__Assignment__: Where does the string "image" occur in the records below? Copy every line that holds it.

__Stored data__:
───

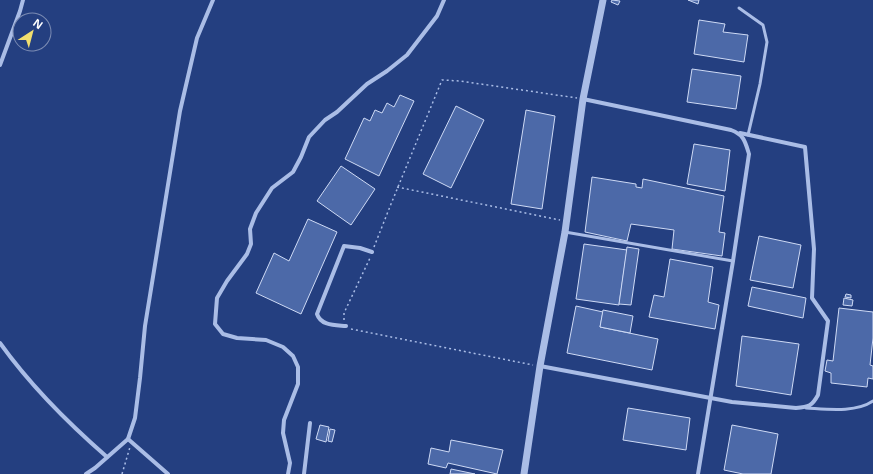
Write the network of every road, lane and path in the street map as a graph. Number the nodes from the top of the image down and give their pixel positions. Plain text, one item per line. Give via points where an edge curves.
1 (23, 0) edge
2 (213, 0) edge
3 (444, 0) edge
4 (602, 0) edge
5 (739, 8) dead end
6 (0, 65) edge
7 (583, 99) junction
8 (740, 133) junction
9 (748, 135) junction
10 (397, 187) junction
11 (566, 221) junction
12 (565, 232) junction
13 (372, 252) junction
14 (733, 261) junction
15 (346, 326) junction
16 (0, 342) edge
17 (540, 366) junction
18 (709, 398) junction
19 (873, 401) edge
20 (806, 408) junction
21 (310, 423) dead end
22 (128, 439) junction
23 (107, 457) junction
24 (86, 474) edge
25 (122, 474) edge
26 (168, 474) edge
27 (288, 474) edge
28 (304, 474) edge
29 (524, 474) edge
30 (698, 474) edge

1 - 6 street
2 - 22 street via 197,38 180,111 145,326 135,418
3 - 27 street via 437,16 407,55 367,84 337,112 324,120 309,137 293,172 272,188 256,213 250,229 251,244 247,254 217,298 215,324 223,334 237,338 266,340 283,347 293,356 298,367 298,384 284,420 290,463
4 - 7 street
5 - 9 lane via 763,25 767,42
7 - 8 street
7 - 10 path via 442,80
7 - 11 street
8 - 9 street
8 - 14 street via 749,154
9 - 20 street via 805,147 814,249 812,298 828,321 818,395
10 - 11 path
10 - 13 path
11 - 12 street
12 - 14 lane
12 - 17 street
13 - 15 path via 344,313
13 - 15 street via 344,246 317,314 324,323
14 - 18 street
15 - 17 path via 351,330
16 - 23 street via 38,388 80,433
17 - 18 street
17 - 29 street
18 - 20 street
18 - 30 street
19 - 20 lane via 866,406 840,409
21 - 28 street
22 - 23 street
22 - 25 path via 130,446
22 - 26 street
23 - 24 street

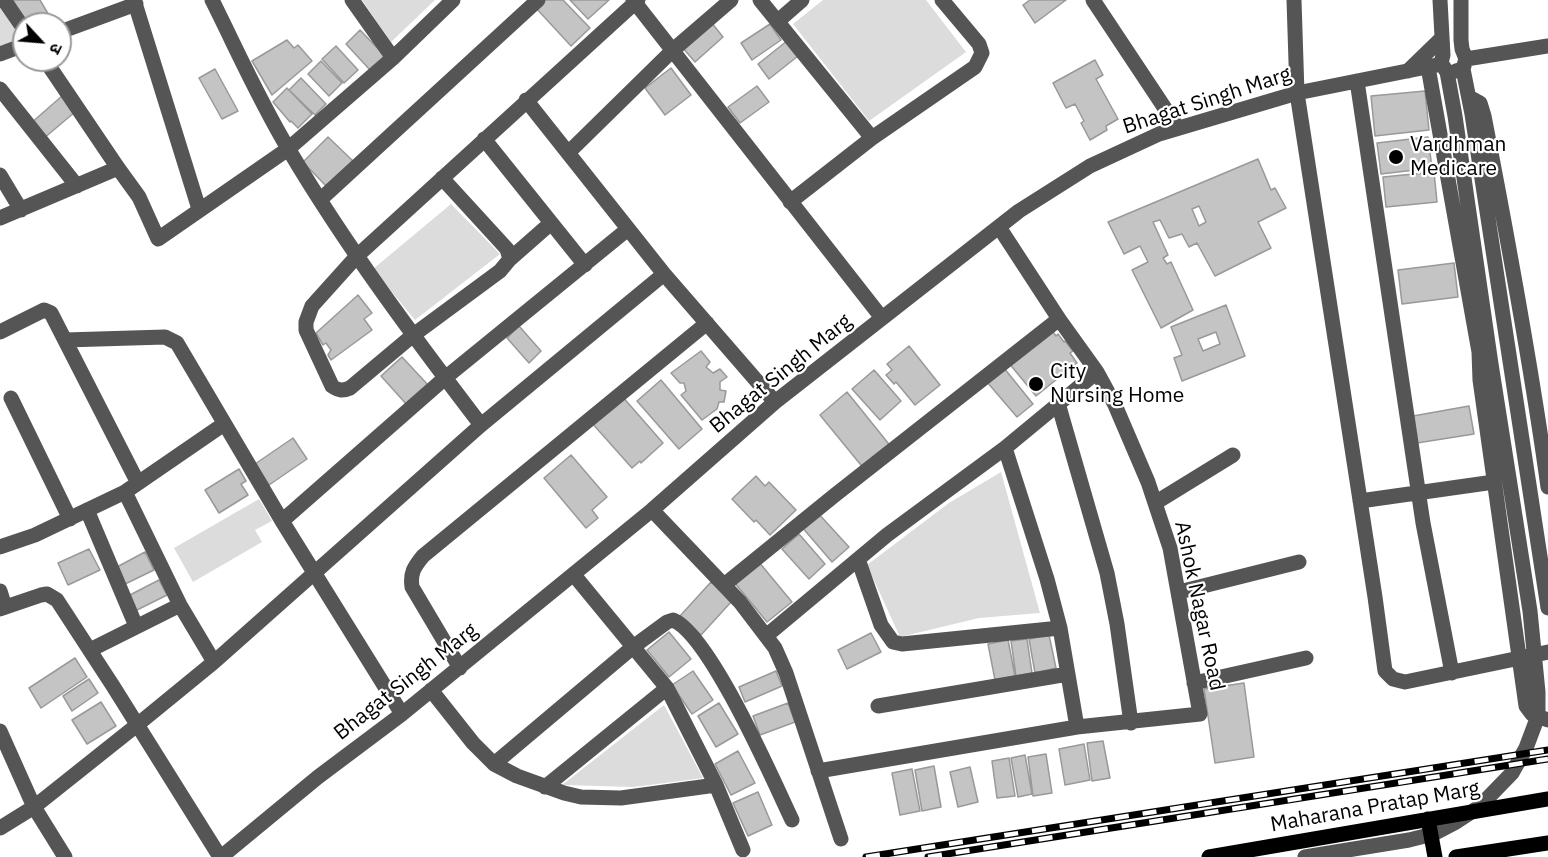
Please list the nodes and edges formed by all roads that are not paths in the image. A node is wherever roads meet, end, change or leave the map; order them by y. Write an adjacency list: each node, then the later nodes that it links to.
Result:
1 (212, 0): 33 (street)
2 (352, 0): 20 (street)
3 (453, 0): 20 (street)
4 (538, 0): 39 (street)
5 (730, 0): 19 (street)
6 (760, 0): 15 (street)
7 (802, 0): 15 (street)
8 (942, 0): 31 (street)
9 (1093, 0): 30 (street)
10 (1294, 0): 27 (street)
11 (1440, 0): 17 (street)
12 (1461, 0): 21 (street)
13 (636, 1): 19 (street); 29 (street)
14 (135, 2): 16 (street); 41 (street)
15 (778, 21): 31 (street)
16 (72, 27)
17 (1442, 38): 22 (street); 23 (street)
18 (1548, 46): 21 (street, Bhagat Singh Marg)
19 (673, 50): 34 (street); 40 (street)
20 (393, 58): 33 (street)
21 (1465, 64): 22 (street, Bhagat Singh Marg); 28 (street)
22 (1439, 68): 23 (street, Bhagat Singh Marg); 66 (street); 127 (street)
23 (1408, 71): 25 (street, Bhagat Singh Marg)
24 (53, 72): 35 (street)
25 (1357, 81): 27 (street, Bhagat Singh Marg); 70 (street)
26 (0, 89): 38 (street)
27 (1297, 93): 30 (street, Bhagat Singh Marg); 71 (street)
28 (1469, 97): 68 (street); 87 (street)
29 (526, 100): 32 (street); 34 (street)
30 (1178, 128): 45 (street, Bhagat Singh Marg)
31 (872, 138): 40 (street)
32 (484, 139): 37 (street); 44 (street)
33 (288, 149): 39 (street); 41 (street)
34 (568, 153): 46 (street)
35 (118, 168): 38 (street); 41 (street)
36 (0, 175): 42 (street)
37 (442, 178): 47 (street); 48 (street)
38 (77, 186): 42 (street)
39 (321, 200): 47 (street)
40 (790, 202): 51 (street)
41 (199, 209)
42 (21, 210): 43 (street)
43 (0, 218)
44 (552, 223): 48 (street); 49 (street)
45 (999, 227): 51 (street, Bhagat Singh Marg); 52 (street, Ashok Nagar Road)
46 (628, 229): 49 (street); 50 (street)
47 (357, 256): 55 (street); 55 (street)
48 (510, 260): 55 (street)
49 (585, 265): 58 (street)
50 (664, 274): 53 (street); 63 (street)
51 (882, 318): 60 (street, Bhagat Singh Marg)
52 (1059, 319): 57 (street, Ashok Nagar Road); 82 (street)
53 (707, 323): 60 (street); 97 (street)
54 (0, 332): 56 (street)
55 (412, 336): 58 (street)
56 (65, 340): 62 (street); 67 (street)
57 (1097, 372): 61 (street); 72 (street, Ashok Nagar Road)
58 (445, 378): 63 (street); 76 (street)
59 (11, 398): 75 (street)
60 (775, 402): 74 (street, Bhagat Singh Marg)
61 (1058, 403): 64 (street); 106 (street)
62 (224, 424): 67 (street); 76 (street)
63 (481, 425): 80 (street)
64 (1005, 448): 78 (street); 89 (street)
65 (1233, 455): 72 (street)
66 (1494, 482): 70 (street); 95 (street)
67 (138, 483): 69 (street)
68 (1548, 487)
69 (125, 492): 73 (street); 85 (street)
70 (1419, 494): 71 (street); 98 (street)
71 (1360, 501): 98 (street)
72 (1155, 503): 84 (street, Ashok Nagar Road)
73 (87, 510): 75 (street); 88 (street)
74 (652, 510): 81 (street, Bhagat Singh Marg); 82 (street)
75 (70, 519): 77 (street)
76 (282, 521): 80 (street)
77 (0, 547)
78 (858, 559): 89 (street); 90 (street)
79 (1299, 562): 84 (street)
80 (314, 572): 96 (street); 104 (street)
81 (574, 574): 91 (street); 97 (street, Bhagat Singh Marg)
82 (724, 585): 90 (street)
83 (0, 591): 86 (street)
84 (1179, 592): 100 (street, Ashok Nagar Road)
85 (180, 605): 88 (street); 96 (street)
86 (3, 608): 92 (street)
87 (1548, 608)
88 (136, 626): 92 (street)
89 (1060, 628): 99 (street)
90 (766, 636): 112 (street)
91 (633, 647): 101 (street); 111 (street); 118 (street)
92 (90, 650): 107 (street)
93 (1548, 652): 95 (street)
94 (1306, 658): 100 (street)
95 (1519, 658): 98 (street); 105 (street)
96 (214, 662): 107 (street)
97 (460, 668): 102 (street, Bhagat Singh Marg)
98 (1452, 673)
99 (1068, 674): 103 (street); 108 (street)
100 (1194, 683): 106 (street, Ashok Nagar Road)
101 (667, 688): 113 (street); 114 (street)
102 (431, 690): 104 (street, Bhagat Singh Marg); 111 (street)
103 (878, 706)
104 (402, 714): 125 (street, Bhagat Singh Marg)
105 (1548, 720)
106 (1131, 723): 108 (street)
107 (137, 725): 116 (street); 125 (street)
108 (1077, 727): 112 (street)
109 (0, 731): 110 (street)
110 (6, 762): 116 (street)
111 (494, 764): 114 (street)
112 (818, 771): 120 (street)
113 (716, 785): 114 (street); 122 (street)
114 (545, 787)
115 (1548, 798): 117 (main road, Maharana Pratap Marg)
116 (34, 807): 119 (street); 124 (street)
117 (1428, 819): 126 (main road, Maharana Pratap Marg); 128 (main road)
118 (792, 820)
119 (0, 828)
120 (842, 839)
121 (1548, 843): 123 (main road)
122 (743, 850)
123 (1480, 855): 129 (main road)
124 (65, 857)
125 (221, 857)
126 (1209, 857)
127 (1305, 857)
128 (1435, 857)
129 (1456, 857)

───

__Completed task__:
Write the network of every road, lane and path in the street map as a graph. Number the nodes from the top of the image down and give their pixel positions. Plain text, one item per line. Give via points where an edge curves.
Please list the nodes and edges formed by all roads that are not paths in the image. A node is wherever roads meet, end, change or leave the map; order them by y. Write an adjacency list: each node, then the later nodes that it links to.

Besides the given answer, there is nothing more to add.